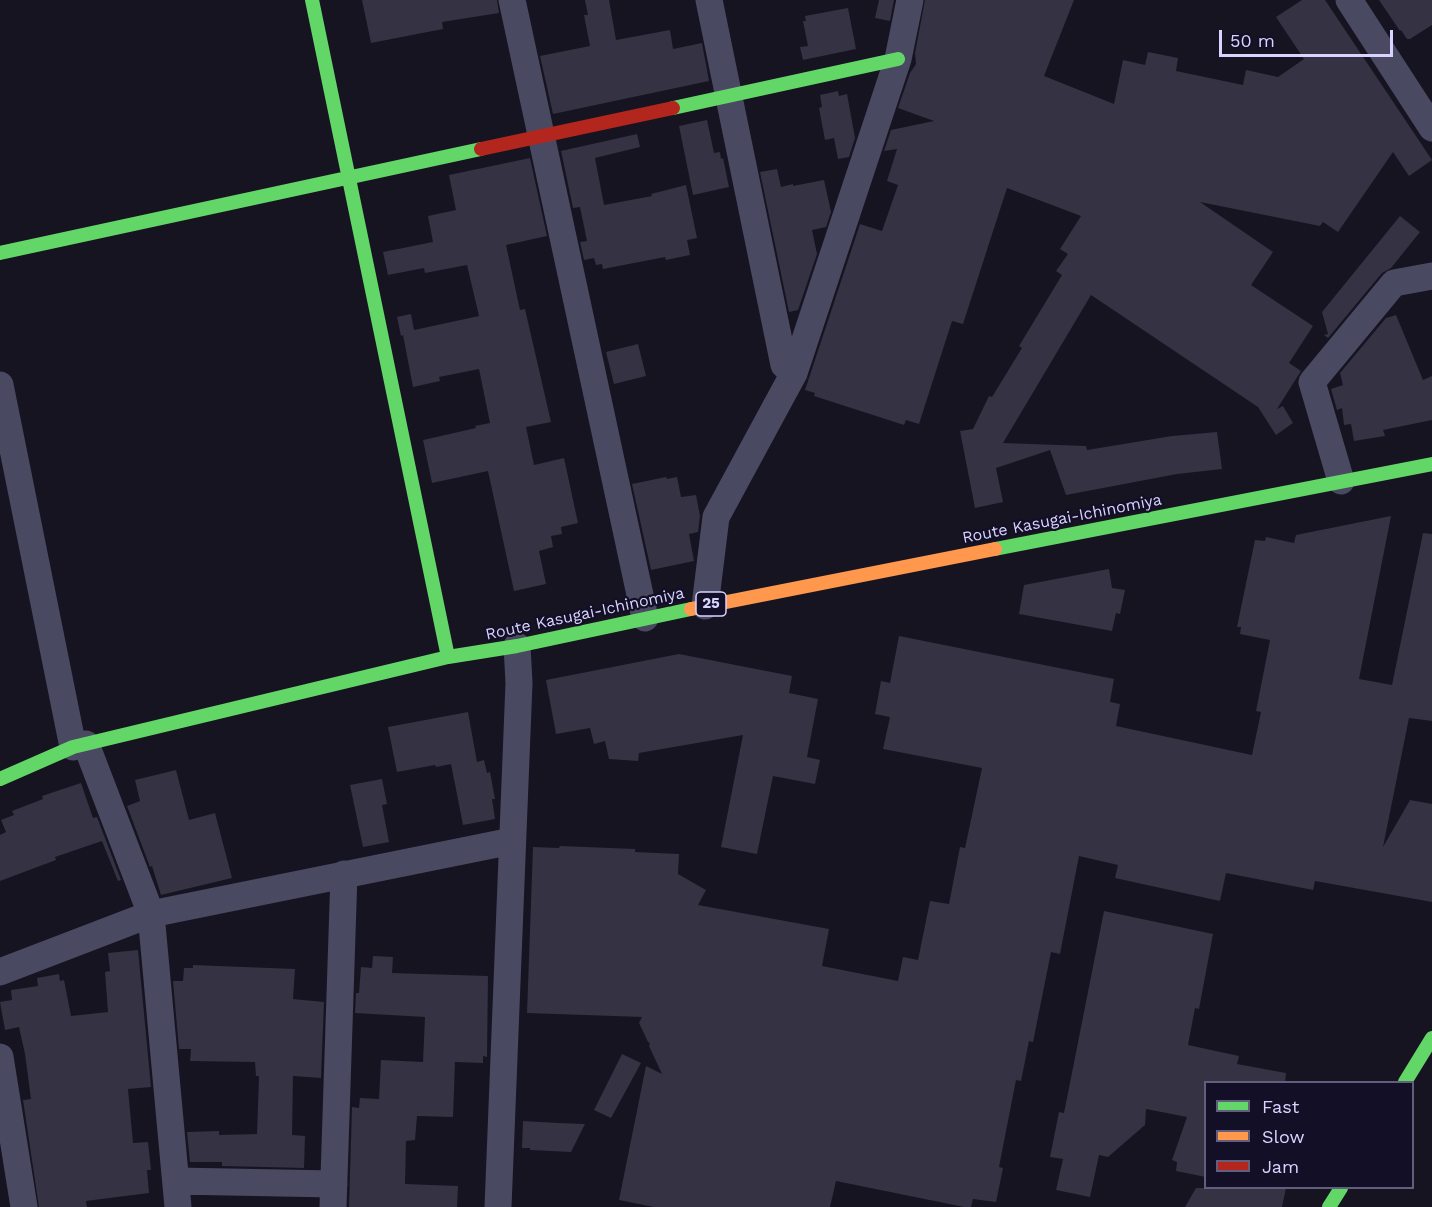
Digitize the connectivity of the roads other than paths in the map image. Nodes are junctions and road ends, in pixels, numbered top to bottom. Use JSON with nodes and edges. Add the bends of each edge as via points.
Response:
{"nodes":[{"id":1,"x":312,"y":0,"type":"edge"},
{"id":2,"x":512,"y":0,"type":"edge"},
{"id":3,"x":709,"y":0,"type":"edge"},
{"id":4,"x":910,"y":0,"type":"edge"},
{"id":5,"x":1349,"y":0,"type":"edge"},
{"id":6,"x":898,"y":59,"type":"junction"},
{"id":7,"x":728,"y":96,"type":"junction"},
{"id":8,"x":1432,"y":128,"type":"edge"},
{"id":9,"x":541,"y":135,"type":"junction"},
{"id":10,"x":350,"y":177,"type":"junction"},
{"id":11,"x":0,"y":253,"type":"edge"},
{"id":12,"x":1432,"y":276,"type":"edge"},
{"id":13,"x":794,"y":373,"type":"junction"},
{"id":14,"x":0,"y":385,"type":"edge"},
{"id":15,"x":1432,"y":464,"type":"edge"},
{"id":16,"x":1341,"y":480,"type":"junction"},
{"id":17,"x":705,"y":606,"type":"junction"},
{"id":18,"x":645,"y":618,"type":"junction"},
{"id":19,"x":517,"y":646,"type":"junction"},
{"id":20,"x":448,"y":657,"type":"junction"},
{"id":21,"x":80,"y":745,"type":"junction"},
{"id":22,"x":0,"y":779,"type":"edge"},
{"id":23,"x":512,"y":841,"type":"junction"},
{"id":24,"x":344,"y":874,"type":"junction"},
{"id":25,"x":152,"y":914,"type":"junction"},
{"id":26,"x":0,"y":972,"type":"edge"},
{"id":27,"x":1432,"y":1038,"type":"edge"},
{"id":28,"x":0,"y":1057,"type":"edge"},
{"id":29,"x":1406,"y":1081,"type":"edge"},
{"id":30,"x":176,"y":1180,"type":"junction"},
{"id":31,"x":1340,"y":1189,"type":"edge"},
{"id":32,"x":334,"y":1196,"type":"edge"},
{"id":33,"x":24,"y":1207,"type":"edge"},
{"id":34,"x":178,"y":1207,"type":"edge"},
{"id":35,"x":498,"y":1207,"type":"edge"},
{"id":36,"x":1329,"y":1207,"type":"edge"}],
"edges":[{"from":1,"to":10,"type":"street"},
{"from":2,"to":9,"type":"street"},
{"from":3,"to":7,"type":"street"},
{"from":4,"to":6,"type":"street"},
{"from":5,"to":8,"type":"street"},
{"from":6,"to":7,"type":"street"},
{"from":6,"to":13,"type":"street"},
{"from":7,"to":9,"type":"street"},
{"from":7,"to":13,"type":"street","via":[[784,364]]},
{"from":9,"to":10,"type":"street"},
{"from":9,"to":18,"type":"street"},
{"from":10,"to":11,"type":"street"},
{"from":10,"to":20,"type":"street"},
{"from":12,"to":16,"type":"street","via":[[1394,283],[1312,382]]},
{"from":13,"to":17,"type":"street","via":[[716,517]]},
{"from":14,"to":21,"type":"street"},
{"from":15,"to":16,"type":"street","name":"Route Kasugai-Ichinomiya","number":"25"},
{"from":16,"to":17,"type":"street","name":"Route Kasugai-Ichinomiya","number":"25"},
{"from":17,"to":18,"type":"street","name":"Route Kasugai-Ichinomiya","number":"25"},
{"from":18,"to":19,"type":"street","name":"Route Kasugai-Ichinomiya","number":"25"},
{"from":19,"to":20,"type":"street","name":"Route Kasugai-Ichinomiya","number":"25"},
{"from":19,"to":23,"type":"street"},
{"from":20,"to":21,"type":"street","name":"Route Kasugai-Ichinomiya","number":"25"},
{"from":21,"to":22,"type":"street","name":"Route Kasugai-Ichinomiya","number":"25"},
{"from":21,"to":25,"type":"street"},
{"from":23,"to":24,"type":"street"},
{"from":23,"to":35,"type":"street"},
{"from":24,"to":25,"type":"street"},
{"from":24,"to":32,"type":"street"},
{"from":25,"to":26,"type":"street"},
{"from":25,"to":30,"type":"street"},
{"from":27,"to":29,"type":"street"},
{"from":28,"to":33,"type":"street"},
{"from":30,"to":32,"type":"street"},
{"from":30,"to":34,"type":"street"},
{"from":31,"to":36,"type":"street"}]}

++++++++

#### Exercise objective
Among the lines above, some may hold the string "Route". State how many, giving the number alone.

#### Result
7